Requirement:
A verbatim copy of the records below, pictures omitted, is the task.

Given entries:

- Opening Delimiter -

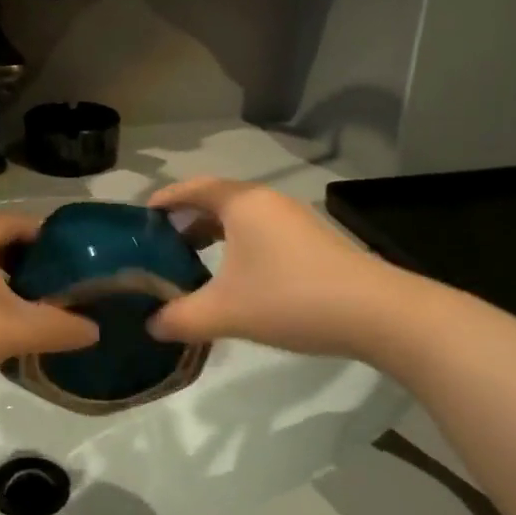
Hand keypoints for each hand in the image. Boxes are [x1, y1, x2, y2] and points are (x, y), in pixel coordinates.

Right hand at [145, 178, 405, 357]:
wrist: (376, 314)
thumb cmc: (290, 299)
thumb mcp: (225, 312)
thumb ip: (180, 317)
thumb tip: (151, 326)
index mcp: (241, 203)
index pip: (192, 188)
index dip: (163, 200)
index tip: (139, 219)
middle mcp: (267, 202)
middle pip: (214, 200)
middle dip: (184, 220)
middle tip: (158, 246)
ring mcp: (293, 220)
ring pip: (239, 218)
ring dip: (211, 235)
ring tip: (190, 262)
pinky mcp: (311, 242)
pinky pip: (259, 233)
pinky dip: (236, 246)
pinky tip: (232, 279)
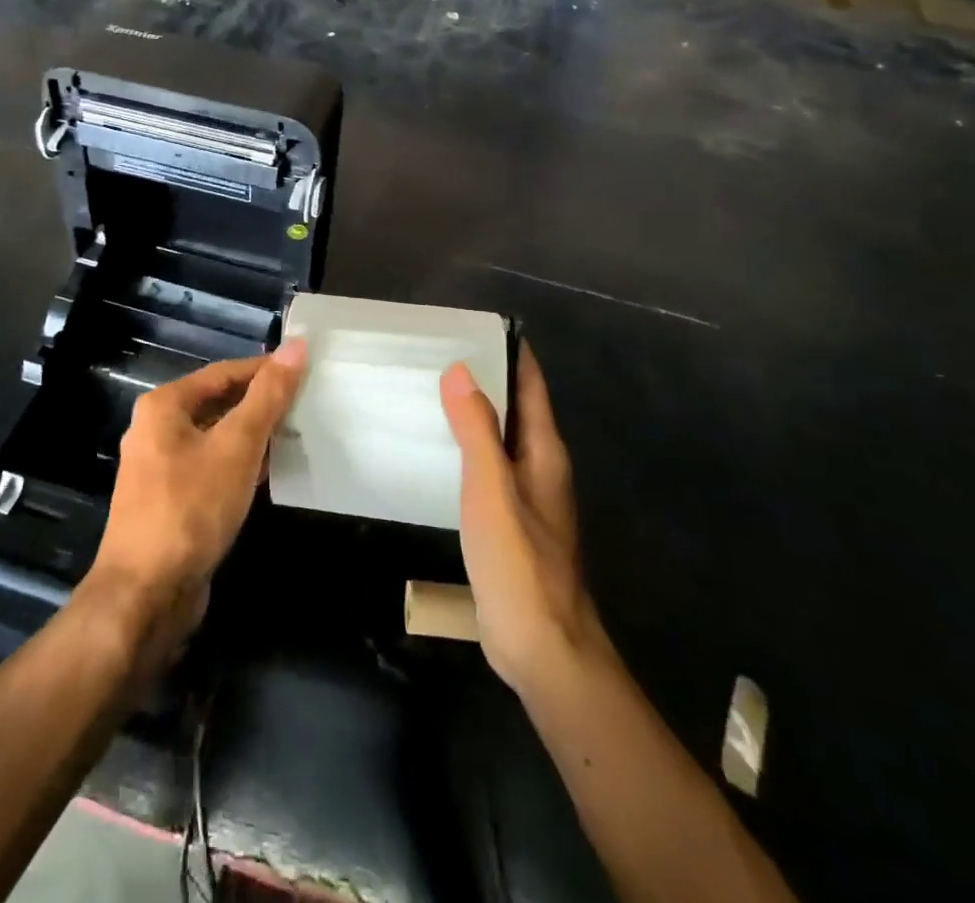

- Closing Delimiter -

Result of the exercise:
Hand keypoints for each hand in the image. Boxes are [x1, y1, x2, y2] and points are (x, y), in pixel coordinates.

Right hand at [145, 178, 405, 357]:
wrist: (376, 314)
thumb cmc: (290, 299)
thumb mcp: (225, 312)
thumb ip: (180, 317)
thumb tip: (151, 326)
index mcp: (241, 203)
index pip: (192, 188)
index dip: (163, 200)
index tip: (139, 219)
middle mcp: (267, 202)
middle pip: (214, 200)
middle dip: (184, 220)
middle tip: (158, 246)
ring mcp: (293, 220)
ring pip: (239, 218)
ring dip: (211, 235)
ring tip: (190, 262)
pinky mcp: (311, 242)
pinky pip: (259, 233)
pinky dip: (236, 246)
pinky tip: (232, 279)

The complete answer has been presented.